Your objective -> With the images set aside, retype every record below character for character.

Stored data ->
···
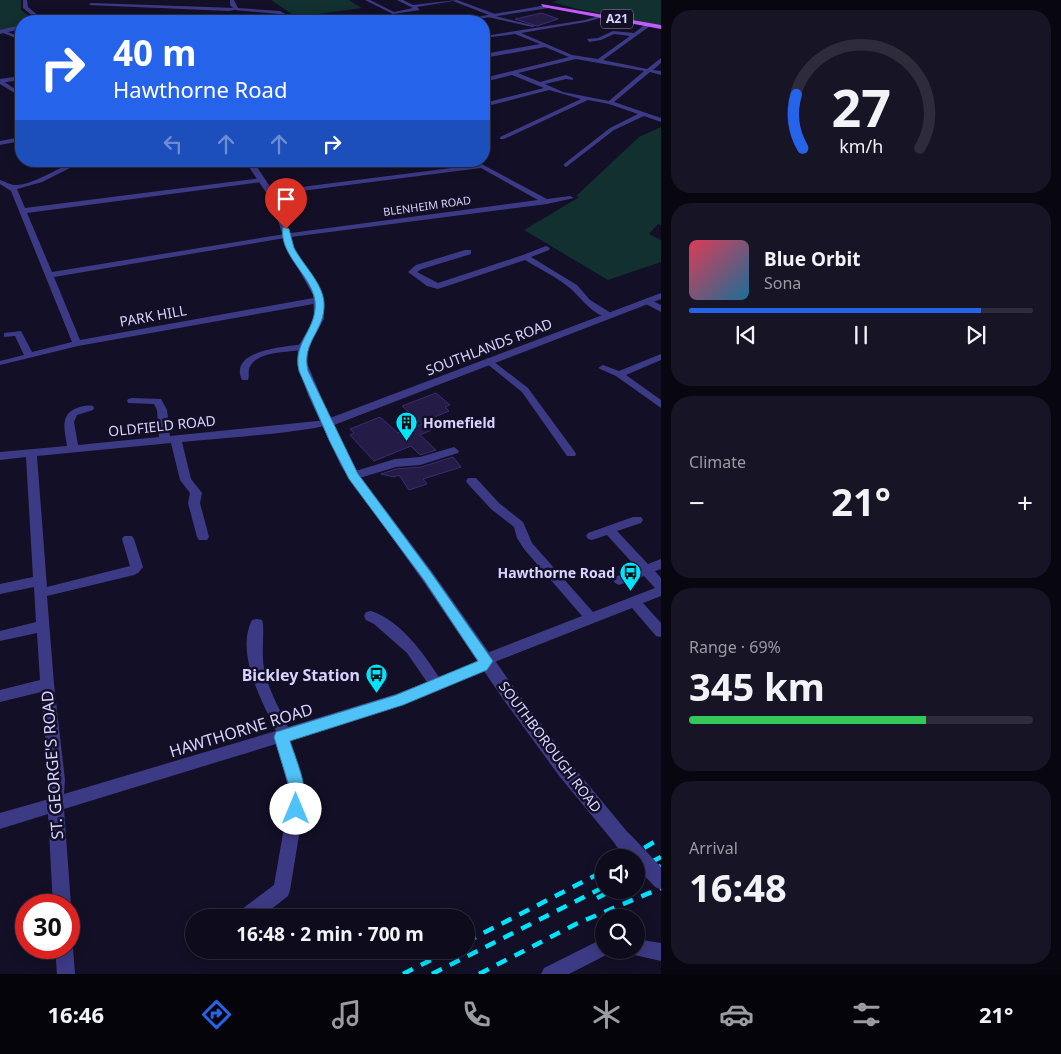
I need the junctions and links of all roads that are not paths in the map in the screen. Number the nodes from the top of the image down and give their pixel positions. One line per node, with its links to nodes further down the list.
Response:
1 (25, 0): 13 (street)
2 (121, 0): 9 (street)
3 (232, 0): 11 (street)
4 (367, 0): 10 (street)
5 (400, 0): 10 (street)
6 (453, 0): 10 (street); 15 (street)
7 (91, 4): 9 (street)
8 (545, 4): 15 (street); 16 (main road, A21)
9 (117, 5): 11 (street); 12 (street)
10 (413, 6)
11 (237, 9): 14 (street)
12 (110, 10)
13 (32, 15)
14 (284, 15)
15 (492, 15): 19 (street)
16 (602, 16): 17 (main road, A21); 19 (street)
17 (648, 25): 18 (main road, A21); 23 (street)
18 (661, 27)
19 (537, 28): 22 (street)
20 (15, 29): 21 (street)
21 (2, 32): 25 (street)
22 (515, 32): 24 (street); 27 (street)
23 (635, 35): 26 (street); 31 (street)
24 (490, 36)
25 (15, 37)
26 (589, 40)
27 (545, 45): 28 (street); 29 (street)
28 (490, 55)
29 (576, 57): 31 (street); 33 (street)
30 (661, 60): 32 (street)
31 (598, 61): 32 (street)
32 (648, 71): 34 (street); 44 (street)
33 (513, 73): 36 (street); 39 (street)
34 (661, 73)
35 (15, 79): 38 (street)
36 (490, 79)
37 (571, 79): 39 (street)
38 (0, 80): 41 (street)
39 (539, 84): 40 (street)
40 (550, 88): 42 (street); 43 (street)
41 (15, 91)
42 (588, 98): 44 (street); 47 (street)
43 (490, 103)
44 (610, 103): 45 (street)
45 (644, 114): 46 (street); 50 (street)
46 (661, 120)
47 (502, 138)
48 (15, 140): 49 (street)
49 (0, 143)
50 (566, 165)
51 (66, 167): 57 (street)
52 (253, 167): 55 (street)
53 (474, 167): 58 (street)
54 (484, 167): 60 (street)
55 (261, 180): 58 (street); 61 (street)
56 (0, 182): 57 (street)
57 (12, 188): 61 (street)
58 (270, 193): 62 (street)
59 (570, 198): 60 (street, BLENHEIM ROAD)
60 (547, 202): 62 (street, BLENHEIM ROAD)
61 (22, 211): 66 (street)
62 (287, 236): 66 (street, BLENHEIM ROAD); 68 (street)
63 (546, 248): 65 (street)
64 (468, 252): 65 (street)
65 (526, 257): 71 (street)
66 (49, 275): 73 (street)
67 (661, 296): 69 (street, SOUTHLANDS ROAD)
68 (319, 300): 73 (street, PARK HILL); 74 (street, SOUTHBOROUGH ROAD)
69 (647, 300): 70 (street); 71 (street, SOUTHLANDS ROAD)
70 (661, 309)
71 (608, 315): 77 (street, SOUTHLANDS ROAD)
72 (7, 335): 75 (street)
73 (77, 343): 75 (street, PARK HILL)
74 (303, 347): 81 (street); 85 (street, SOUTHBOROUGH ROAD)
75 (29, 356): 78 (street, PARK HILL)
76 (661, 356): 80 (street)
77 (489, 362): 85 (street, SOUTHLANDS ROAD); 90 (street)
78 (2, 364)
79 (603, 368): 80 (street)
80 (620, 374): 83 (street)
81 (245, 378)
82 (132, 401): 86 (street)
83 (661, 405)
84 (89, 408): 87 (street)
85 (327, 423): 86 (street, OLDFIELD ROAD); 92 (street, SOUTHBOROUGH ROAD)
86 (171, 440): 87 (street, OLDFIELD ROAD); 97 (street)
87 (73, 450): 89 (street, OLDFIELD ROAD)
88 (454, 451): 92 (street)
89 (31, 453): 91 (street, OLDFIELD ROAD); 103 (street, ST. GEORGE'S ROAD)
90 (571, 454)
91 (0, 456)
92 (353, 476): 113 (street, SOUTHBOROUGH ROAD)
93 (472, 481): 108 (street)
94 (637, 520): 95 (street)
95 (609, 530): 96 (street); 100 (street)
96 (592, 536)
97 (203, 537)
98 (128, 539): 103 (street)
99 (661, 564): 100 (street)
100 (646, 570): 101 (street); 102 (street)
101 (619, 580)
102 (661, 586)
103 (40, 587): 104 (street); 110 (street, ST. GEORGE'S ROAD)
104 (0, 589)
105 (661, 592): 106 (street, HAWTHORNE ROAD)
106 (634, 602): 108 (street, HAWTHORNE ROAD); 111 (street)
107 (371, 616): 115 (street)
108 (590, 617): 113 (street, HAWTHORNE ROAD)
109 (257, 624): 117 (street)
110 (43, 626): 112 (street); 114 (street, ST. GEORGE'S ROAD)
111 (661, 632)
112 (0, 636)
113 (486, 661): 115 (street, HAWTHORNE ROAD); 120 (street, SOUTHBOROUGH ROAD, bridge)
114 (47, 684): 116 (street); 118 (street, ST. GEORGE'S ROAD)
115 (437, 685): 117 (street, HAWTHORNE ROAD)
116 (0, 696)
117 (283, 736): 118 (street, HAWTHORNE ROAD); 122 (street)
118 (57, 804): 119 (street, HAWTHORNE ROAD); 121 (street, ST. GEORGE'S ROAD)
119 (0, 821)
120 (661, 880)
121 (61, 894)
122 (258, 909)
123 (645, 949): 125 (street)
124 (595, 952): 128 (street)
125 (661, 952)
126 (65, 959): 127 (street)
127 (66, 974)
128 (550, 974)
···
Exercise response ->
I need the junctions and links of all roads that are not paths in the map in the screen. Number the nodes from the top of the image down and give their pixel positions. One line per node, with its links to nodes further down the list.
Response:
1 (25, 0): 13 (street)
2 (121, 0): 9 (street)
3 (232, 0): 11 (street)
4 (367, 0): 10 (street)
5 (400, 0): 10 (street)
6 (453, 0): 10 (street); 15 (street)
7 (91, 4): 9 (street)
8 (545, 4): 15 (street); 16 (main road, A21)
9 (117, 5): 11 (street); 12 (street)
10 (413, 6)
11 (237, 9): 14 (street)
12 (110, 10)
13 (32, 15)
14 (284, 15)
15 (492, 15): 19 (street)
16 (602, 16): 17 (main road, A21); 19 (street)
17 (648, 25): 18 (main road, A21); 23 (street)
18 (661, 27)
19 (537, 28): 22 (street)
20 (15, 29): 21 (street)
21 (2, 32): 25 (street)
22 (515, 32): 24 (street); 27 (street)
23 (635, 35): 26 (street); 31 (street)
24 (490, 36)
25 (15, 37)
26 (589, 40)
27 (545, 45): 28 (street); 29 (street)
28 (490, 55)
29 (576, 57): 31 (street); 33 (street)
30 (661, 60): 32 (street)
31 (598, 61): 32 (street)
32 (648, 71): 34 (street); 44 (street)
33 (513, 73): 36 (street); 39 (street)
34 (661, 73)
35 (15, 79): 38 (street)
36 (490, 79)
37 (571, 79): 39 (street)
38 (0, 80): 41 (street)
39 (539, 84): 40 (street)
40 (550, 88): 42 (street); 43 (street)
41 (15, 91)
42 (588, 98): 44 (street); 47 (street)
43 (490, 103)
44 (610, 103): 45 (street)
45 (644, 114): 46 (street); 50 (street)
46 (661, 120)
47 (502, 138)
48 (15, 140): 49 (street)
49 (0, 143)
50 (566, 165)
51 (66, 167): 57 (street)
52 (253, 167): 55 (street)
53 (474, 167): 58 (street)
54 (484, 167): 60 (street)
55 (261, 180): 58 (street); 61 (street)
56 (0, 182): 57 (street)
57 (12, 188): 61 (street)
58 (270, 193): 62 (street)
59 (570, 198): 60 (street, BLENHEIM ROAD)
60 (547, 202): 62 (street, BLENHEIM ROAD)
61 (22, 211): 66 (street)
62 (287, 236): 66 (street, BLENHEIM ROAD); 68 (street)
63 (546, 248): 65 (street)
64 (468, 252): 65 (street)
65 (526, 257): 71 (street)
66 (49, 275): 73 (street)
67 (661, 296): 69 (street, SOUTHLANDS ROAD)
68 (319, 300): 73 (street, PARK HILL); 74 (street, SOUTHBOROUGH ROAD)
69 (647, 300): 70 (street); 71 (street, SOUTHLANDS ROAD)
70 (661, 309)
71 (608, 315): 77 (street, SOUTHLANDS ROAD)
72 (7, 335): 75 (street)
73 (77, 343): 75 (street, PARK HILL)
74 (303, 347): 81 (street); 85 (street, SOUTHBOROUGH ROAD)
75 (29, 356): 78 (street, PARK HILL)
76 (661, 356): 80 (street)
77 (489, 362): 85 (street, SOUTHLANDS ROAD); 90 (street)
78 (2, 364)
79 (603, 368): 80 (street)
80 (620, 374): 83 (street)
81 (245, 378)
82 (132, 401): 86 (street)
83 (661, 405)
84 (89, 408): 87 (street)
85 (327, 423): 86 (street, OLDFIELD ROAD); 92 (street, SOUTHBOROUGH ROAD)
86 (171, 440): 87 (street, OLDFIELD ROAD); 97 (street)
87 (73, 450): 89 (street, OLDFIELD ROAD)
88 (454, 451): 92 (street)
89 (31, 453): 91 (street, OLDFIELD ROAD); 103 (street, ST. GEORGE'S ROAD)
90 (571, 454)
91 (0, 456)
92 (353, 476): 113 (street, SOUTHBOROUGH ROAD)
93 (472, 481): 108 (street)
94 (637, 520): 95 (street)
95 (609, 530): 96 (street); 100 (street)
96 (592, 536)
97 (203, 537)
98 (128, 539): 103 (street)
99 (661, 564): 100 (street)
100 (646, 570): 101 (street); 102 (street)
101 (619, 580)
102 (661, 586)
103 (40, 587): 104 (street); 110 (street, ST. GEORGE'S ROAD)
104 (0, 589)
105 (661, 592): 106 (street, HAWTHORNE ROAD)
106 (634, 602): 108 (street, HAWTHORNE ROAD); 111 (street)
107 (371, 616): 115 (street)
108 (590, 617): 113 (street, HAWTHORNE ROAD)
109 (257, 624): 117 (street)
110 (43, 626): 112 (street); 114 (street, ST. GEORGE'S ROAD)
111 (661, 632)
112 (0, 636)
113 (486, 661): 115 (street, HAWTHORNE ROAD); 120 (street, SOUTHBOROUGH ROAD, bridge)
114 (47, 684): 116 (street); 118 (street, ST. GEORGE'S ROAD)
115 (437, 685): 117 (street, HAWTHORNE ROAD)
116 (0, 696)
117 (283, 736): 118 (street, HAWTHORNE ROAD); 122 (street)
118 (57, 804): 119 (street, HAWTHORNE ROAD); 121 (street, ST. GEORGE'S ROAD)
119 (0, 821)
120 (661, 880)
121 (61, 894)
122 (258, 909)
123 (645, 949): 125 (street)
124 (595, 952): 128 (street)
125 (661, 952)
126 (65, 959): 127 (street)
127 (66, 974)
128 (550, 974)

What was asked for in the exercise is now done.